Among the entries below, count the lines with "Taulumäentie" in them and state the total without comment.

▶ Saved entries
************

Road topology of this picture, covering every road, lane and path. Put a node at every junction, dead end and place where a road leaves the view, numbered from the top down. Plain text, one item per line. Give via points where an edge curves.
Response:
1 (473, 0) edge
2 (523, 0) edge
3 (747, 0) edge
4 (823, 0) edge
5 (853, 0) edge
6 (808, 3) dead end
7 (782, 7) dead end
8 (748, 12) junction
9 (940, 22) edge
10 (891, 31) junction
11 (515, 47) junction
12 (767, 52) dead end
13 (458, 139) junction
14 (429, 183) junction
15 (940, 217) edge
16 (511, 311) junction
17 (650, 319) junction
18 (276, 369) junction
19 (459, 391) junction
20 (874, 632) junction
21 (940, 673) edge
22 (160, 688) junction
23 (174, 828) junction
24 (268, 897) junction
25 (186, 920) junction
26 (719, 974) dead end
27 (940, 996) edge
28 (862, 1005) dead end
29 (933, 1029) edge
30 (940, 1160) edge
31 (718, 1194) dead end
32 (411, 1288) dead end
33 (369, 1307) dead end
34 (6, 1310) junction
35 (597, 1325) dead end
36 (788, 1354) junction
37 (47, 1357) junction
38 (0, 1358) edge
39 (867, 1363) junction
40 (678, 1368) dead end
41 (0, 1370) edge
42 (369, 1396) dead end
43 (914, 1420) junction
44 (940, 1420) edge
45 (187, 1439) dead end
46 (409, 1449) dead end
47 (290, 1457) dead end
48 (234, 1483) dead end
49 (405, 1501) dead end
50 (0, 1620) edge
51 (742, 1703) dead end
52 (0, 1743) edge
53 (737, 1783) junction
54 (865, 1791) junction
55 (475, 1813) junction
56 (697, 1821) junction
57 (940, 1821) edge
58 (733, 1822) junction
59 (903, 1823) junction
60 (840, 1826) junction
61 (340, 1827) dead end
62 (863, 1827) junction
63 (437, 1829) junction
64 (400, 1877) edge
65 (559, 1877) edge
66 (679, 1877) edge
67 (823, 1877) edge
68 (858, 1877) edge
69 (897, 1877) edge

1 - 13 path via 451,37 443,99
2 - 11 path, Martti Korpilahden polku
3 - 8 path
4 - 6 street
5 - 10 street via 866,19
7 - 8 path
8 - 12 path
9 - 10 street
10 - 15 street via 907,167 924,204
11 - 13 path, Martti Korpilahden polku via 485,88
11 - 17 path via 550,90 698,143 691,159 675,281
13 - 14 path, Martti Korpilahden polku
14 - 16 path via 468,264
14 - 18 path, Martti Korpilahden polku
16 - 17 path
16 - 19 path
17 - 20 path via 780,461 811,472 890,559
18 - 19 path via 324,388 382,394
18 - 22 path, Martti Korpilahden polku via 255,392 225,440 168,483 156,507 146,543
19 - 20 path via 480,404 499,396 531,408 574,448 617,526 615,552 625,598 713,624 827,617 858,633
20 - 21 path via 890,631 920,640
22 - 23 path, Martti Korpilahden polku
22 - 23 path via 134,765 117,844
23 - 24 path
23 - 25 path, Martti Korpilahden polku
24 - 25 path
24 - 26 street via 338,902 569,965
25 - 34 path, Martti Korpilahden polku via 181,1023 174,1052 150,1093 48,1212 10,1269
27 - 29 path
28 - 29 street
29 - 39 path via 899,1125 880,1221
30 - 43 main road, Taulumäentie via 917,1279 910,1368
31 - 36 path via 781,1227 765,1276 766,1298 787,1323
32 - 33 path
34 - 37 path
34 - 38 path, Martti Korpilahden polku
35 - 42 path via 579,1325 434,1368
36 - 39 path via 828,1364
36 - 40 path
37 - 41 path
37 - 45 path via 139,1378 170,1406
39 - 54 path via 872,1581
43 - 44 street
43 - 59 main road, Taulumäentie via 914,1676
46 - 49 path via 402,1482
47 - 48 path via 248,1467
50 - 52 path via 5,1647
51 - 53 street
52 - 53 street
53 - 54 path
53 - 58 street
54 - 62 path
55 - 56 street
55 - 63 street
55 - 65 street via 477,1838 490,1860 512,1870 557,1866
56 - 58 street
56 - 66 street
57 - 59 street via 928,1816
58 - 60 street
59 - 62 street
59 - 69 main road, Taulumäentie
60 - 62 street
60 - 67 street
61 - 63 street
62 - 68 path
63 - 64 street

************

▶ YOUR SOLUTION
3